The researchers will have to wait until the Korean Polar Research Institute’s icebreaker gets to Antarctica’s Amundsen Sea to decide exactly which ice shelf they’ll study. UW’s Knut Christianson said the Pine Island Glacier is preferred, due to its active dynamics, but that area is also riskier because of the recent break-off of a huge iceberg. On-the-scene observations will be required to make the choice.

Once the robots are deployed, they’ll record readings for location and depth, water temperature, salinity and turbulence — and periodically come up to the surface to relay their data back to UW via the Iridium satellite communications network.

Thanks to a network of acoustic navigation beacons, the robots should be able to range as widely as 30 miles (50 kilometers) as they study the physics of the receding polar ice shelves.

James Girton with robots
University of Washington oceanographer James Girton points out some of the sensors on the EM-APEX float that will be used during the Antarctic ice-monitoring expedition. A Seaglider underwater drone stands beside the float. (GeekWire Photo / Alan Boyle)

Right now, researchers have very little data about the interface between polar ice and the underlying ocean, said Craig Lee, senior principal oceanographer at UW’s Applied Physics Laboratory.

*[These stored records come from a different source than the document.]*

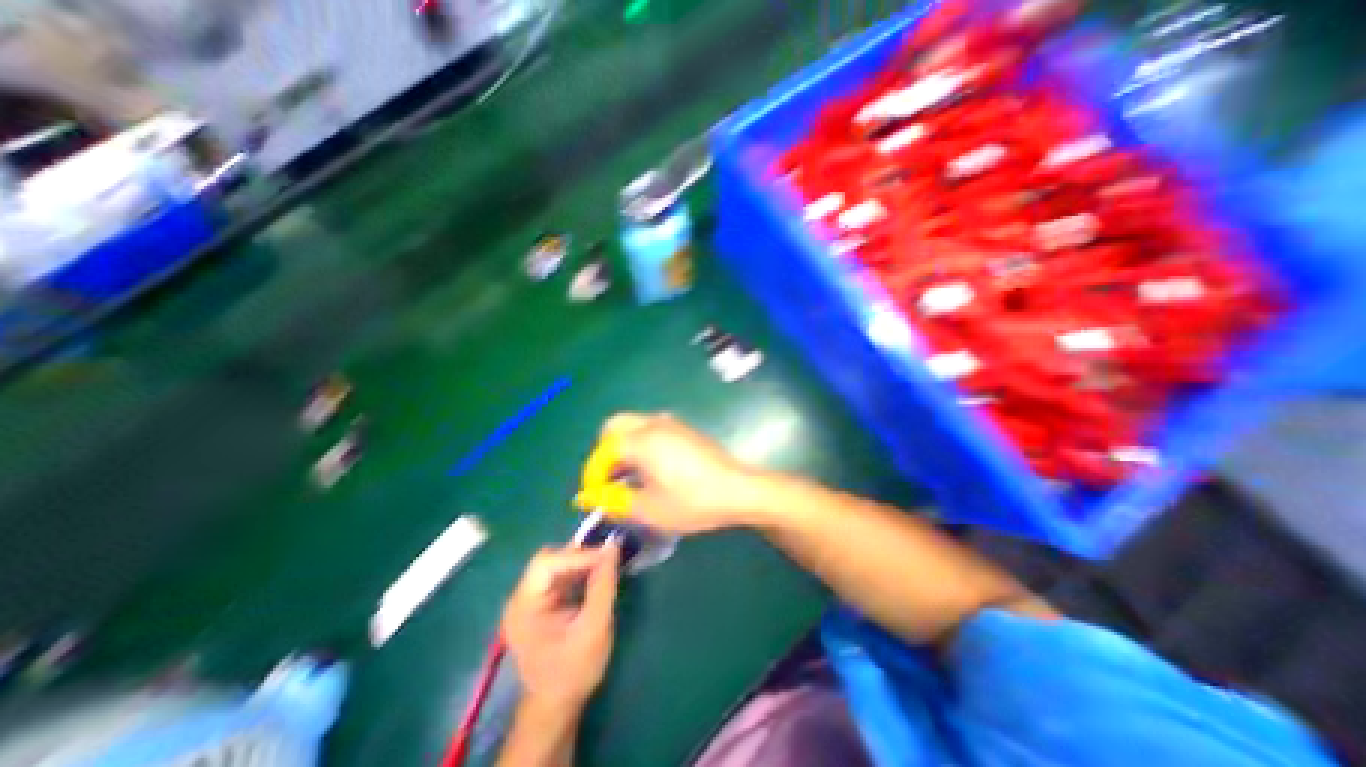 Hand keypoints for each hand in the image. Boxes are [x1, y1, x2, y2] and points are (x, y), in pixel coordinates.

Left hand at [502, 544, 621, 712]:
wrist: (557, 707)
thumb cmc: (574, 671)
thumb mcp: (594, 628)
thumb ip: (603, 586)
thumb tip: (613, 548)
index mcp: (524, 607)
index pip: (547, 563)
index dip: (578, 555)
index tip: (608, 555)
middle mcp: (520, 598)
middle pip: (550, 561)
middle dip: (580, 557)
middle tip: (608, 558)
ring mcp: (528, 600)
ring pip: (556, 565)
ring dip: (581, 563)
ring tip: (606, 565)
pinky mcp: (540, 603)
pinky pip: (560, 576)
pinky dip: (579, 573)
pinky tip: (596, 577)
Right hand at [606, 414, 765, 533]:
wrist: (738, 489)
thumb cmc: (692, 501)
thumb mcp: (649, 510)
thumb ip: (615, 502)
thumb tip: (591, 498)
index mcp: (641, 441)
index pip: (604, 451)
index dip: (593, 475)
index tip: (595, 497)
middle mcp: (653, 424)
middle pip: (615, 427)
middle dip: (605, 452)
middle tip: (608, 479)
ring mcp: (672, 424)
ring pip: (634, 426)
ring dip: (623, 447)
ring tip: (628, 477)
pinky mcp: (685, 430)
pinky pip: (651, 429)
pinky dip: (641, 444)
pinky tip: (651, 469)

Changes in polar ice sheets tend to be factored into climate models as parameters that merely approximate what will happen, Lee explained. That leads to wide margins of error in estimates for sea-level rise. For example, nine years ago, UW researchers estimated that water levels in Puget Sound could rise anywhere between 6 and 50 inches by the year 2100.

Read more: Paul Allen partners with NOAA to explore climate changes in deep ocean

“If we can actually learn more about the processes, we can improve those parameterizations,” Lee said. “The hope is that by doing that, we narrow down the uncertainties and we get better predictions.”

The researchers say there’s a slight chance that the robots could be recovered a year after their deployment. But they freely admit it’s more likely that the drones and the floats — which cost about $100,000 and $30,000 each, respectively — won’t survive their extended undersea mission.

The research team, and Paul Allen’s team, say the effort is nevertheless worth the cost. Just a couple of weeks’ worth of data would be enough to advance the field of climate science, Christianson said.

“If this mission is even slightly successful, the information could be very valuable,” he told GeekWire.